Il s'éloigna avec la bougie et la lettre redevint vierge. Comme il se dirigeait vers la porte, il me sembla que c'était le bon moment pour demander pour la couverture.

— Hors de question ! s'indigna-t-il. En tant qu'apprentie, vous logerez dans mes appartements et demain, nous remédierons à votre garde-robe.

Je baissai les yeux sur mes habits tachés, glanés dans les artères de la capitale. Je m'interrogeais sur l'effet que cela me procurerait d'enfiler de vrais vêtements. Fellow ne me laissa pas m'attarder sur cette pensée et m'entraina hors de l'appartement. Il jeta un rapide regard dans la rue avant de sortir. Nous nous dirigeâmes vers une intersection et après avoir pris à droite, je découvris un carrosse.

Évidemment, comment avais-je pu m'imaginer qu'un Sir traverserait Londres à pied ?

Thomas s'adressa au cocher, puis m'ouvrit la porte de la voiture. Je grimpai et m'installai sur la banquette, aussitôt rejointe par mon nouveau mentor. Malgré toutes les écuries nettoyées, je n'étais jamais montée dans un de ces véhicules.
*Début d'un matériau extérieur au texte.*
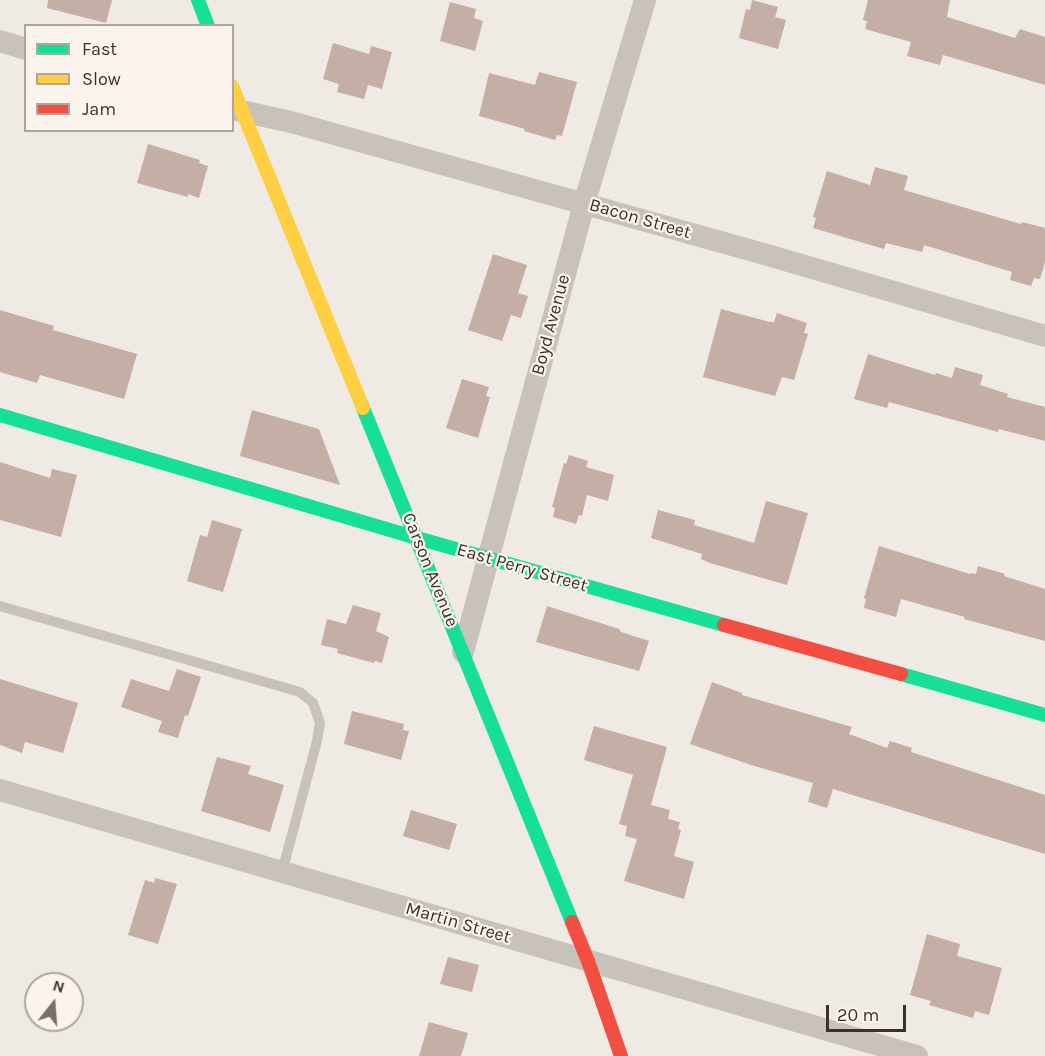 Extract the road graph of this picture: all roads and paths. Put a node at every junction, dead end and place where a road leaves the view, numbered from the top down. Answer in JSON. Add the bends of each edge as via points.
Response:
{"nodes":[{"id":1,"x":198,"y":0,"type":"edge"},
{"id":2,"x":645,"y":0,"type":"edge"},
{"id":3,"x":207,"y":24,"type":"edge"},
{"id":4,"x":0,"y":41,"type":"edge"},
{"id":5,"x":24,"y":48,"type":"edge"},
{"id":6,"x":234,"y":94,"type":"edge"},
{"id":7,"x":238,"y":111,"type":"edge"},
{"id":8,"x":584,"y":204,"type":"junction"},
{"id":9,"x":1045,"y":336,"type":"edge"},
{"id":10,"x":0,"y":415,"type":"edge"},
{"id":11,"x":417,"y":538,"type":"junction"},
{"id":12,"x":488,"y":558,"type":"junction"},
{"id":13,"x":0,"y":606,"type":"edge"},
{"id":14,"x":463,"y":652,"type":"junction"},
{"id":15,"x":1045,"y":715,"type":"edge"},
{"id":16,"x":0,"y":790,"type":"edge"},
{"id":17,"x":282,"y":872,"type":"junction"},
{"id":18,"x":588,"y":961,"type":"junction"},
{"id":19,"x":621,"y":1056,"type":"edge"},
{"id":20,"x":917,"y":1056,"type":"edge"}],
"edges":[{"from":1,"to":3,"type":"street"},
{"from":2,"to":8,"type":"street","name":"Boyd Avenue"},
{"from":4,"to":5,"type":"street"},
{"from":6,"to":7,"type":"street","name":"Carson Avenue"},
{"from":7,"to":8,"type":"street","name":"Bacon Street","via":[[291,122]]},
{"from":7,"to":11,"type":"street","name":"Carson Avenue"},
{"from":8,"to":9,"type":"street","name":"Bacon Street"},
{"from":8,"to":12,"type":"street","name":"Boyd Avenue"},
{"from":10,"to":11,"type":"street","name":"East Perry Street"},
{"from":11,"to":12,"type":"street","name":"East Perry Street"},
{"from":11,"to":14,"type":"street","name":"Carson Avenue"},
{"from":12,"to":14,"type":"street","name":"Boyd Avenue"},
{"from":12,"to":15,"type":"street","name":"East Perry Street"},
{"from":13,"to":17,"type":"lane","via":[[300,693],[313,703],[320,723],[317,741]]},
{"from":14,"to":18,"type":"street","name":"Carson Avenue"},
{"from":16,"to":17,"type":"street","name":"Martin Street"},
{"from":17,"to":18,"type":"street","name":"Martin Street"},
{"from":18,"to":19,"type":"street","name":"Carson Avenue"},
{"from":18,"to":20,"type":"street","name":"Martin Street"}]} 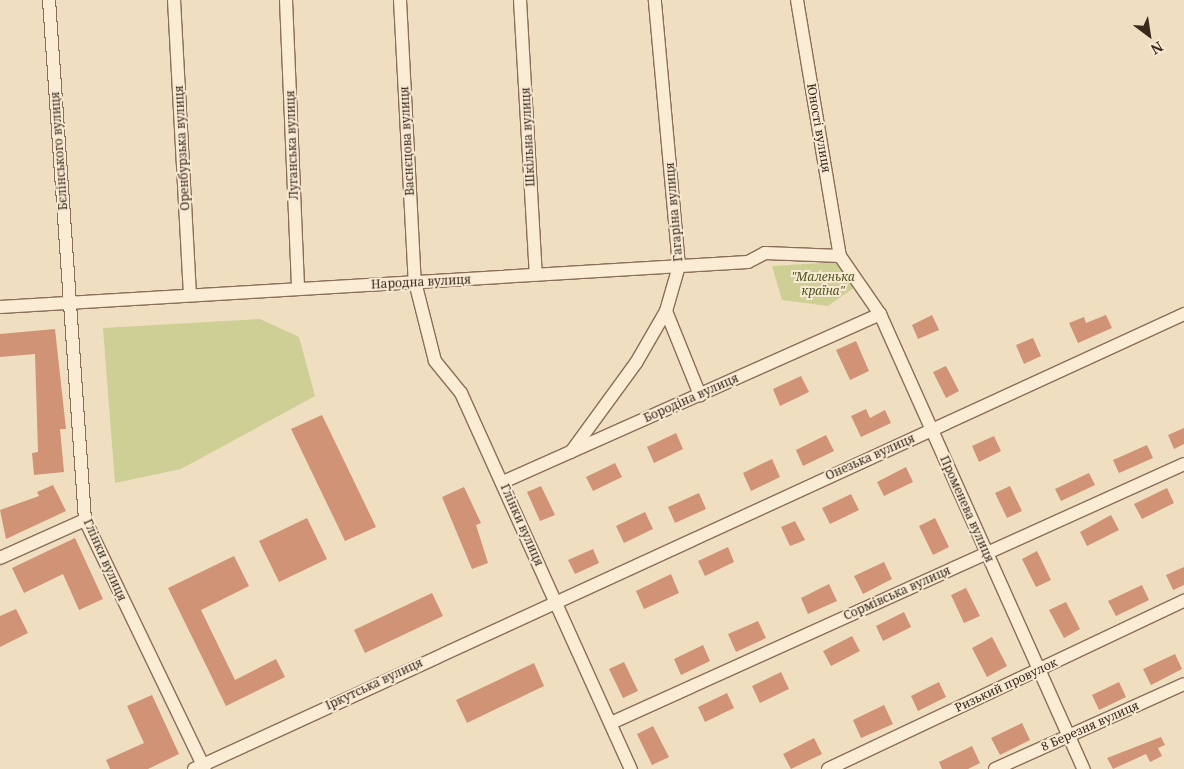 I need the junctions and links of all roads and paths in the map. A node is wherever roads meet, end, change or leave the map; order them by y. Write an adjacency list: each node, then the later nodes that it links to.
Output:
1 (49, 0): 14 (street, Бєлінського вулиця)
2 (174, 0): 13 (street, Оренбурзька вулиця)
3 (286, 0): 12 (street, Луганська вулиця)
4 (400, 0): 11 (street, Васнєцова вулиця)
5 (520, 0): 10 (street, Шкільна вулиця)
6 (655, 0): 9 (street, Гагаріна вулиця)
7 (797, 0): 8 (street, Юності вулиця)
8 (840, 256): 9 (street, Народна вулиця); 17 (street, Променева вулиця)
9 (679, 266): 10 (street, Народна вулиця); 16 (street, Гагаріна вулиця)
10 (536, 275): 11 (street, Народна вулиця)
11 (415, 282): 12 (street, Народна вулиця); 23 (street, Глінки вулиця)
12 (298, 289): 13 (street, Народна вулиця)
13 (190, 295): 14 (street, Народна вулиця)
14 (68, 303): 15 (street, Народна вулиця); 24 (street, Глінки вулиця)
15 (0, 307)
16 (666, 312): 19 (street); 21 (street, Гагаріна вулиця)
17 (880, 314): 19 (street, Бородіна вулиця); 20 (street, Променева вулиця)
18 (1184, 314): 20 (street, Онезька вулиця)
19 (700, 395): 21 (street, Бородіна вулиця)
20 (931, 429): 25 (street, Променева вулиця); 27 (street, Онезька вулиця)
21 (571, 452): 23 (street, Бородіна вулиця)
22 (1184, 464): 25 (street, Сормівська вулиця)
23 (503, 482): 27 (street, Глінки вулиця)
24 (85, 520): 26 (street); 33 (street, Глінки вулиця)
25 (987, 553): 29 (street, Променева вулиця); 31 (street, Сормівська вулиця)
26 (0, 558)
27 (555, 600): 31 (street, Глінки вулиця); 33 (street, Іркутська вулиця)
28 (1184, 601): 29 (street, Ризький провулок)
29 (1039, 669): 32 (street, Променева вулиця); 35 (street, Ризький провулок)
30 (1184, 684): 32 (street, 8 Березня вулиця)
31 (611, 723): 34 (street, Глінки вулиця)
32 (1068, 735): 36 (street, 8 Березня вулиця); 37 (street, Променева вулиця)
33 (201, 767)
34 (631, 769)
35 (828, 769)
36 (995, 769)
37 (1084, 769) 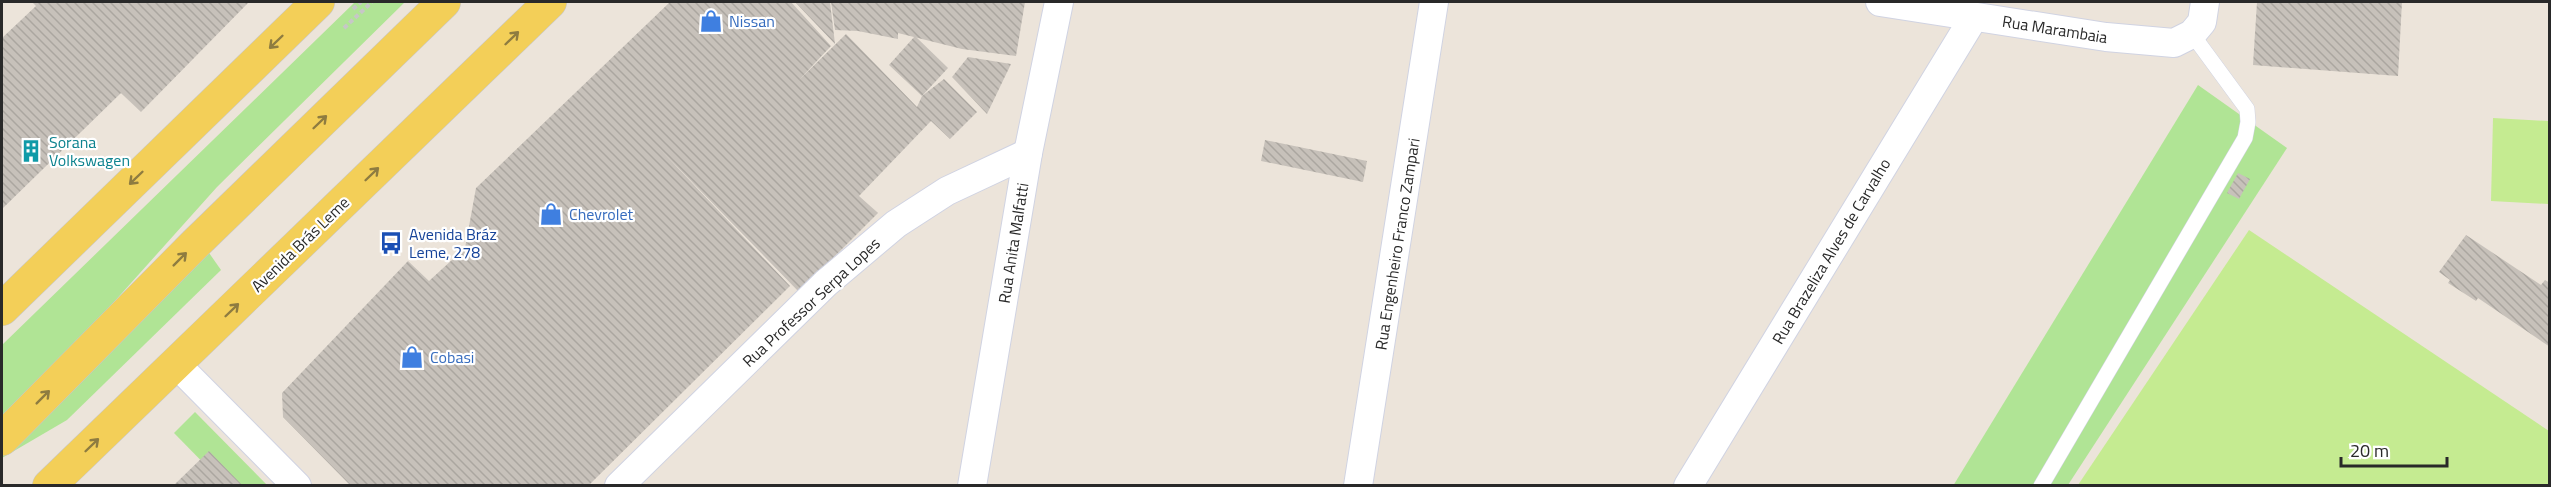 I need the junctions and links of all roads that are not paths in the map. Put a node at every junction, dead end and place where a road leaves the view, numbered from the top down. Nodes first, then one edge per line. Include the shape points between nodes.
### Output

L'assise en velours vert et les rideaux en satin brodés de dorure témoignaient du luxe dans lequel devait vivre Fellow. L'attelage s'élança sur les pavés, malmenant mon postérieur. Le raffut du cerclage des roues sur les pierres nous empêchait d'avoir une conversation.

Au bout d'une vingtaine de minutes, les cahots se calmèrent. J'écartai le rideau pour regarder à l'extérieur. Nous avions atteint un quartier cossu de la ville. De magnifiques hôtels particuliers s'alignaient le long d'un trottoir large, propre et régulier. Les lampadaires ouvragés paraissaient neufs et bien plus performants qu'à Bakerstreet. Les flammes qui dansaient derrière le verre et je remarquai alors que, pendant tout le trajet, mon poing était resté serré autour du cristal, au fond de ma poche. Combien pouvait-il valoir ? Qui l'achèterait ? Est-ce que j'aurais des problèmes ? Fellow m'en voudrait sûrement.

— Nous voici arrivés ! s'exclama-t-il soudain, en s'extirpant de la banquette.

L'air était tout aussi frais dans les beaux quartiers, mais il me parut plus propre, débarrassé de la puanteur des bas-fonds.

— Vous venez ?

Fellow se tenait en haut d'un escalier blanc de quelques marches, dos à une lourde porte en bois.

— Vous avez un appartement ici ?

— Diable, non. Un ami me prête sa résidence quand je descends à Londres et qu'il ne s'y trouve pas. Nos demeures familiales sont en province.

Il frappa et malgré l'heure, un domestique au visage ridé et aux sourcils broussailleux nous ouvrit.

— Me voilà de retour, Stenson. Pourriez-vous dire à Margareth de préparer une chambre pour Mademoiselle Magpie ?

— Mademoiselle ?

Malgré le contrejour, je devinais ses petits yeux noirs écrasés par ses lourdes arcades qui me jugeaient, mes guenilles et moi.

— Oui, une chambre individuelle à l'étage des servantes.

Mon enthousiasme d'avoir une chambre à moi, avec un vrai lit, se trouvait tempéré par ma fierté. Quelque part au fond de moi, j'avais espéré avoir le droit à une chambre d'invité, avec des draps en soie. Je n'avais jamais touché de soie, mais je savais que j'adorerais.

— Dois-je lui demander de préparer un bain également, Sir ?

Fellow m'adressa un rapide coup d'œil et son sourire en coin.

— Bonne idée, Stenson. Et trouvez-lui une tenue de nuit, Mademoiselle Magpie n'a malheureusement pas ses bagages avec elle.

Sur ses mots, il s'engagea dans la demeure et je le suivis comme son ombre.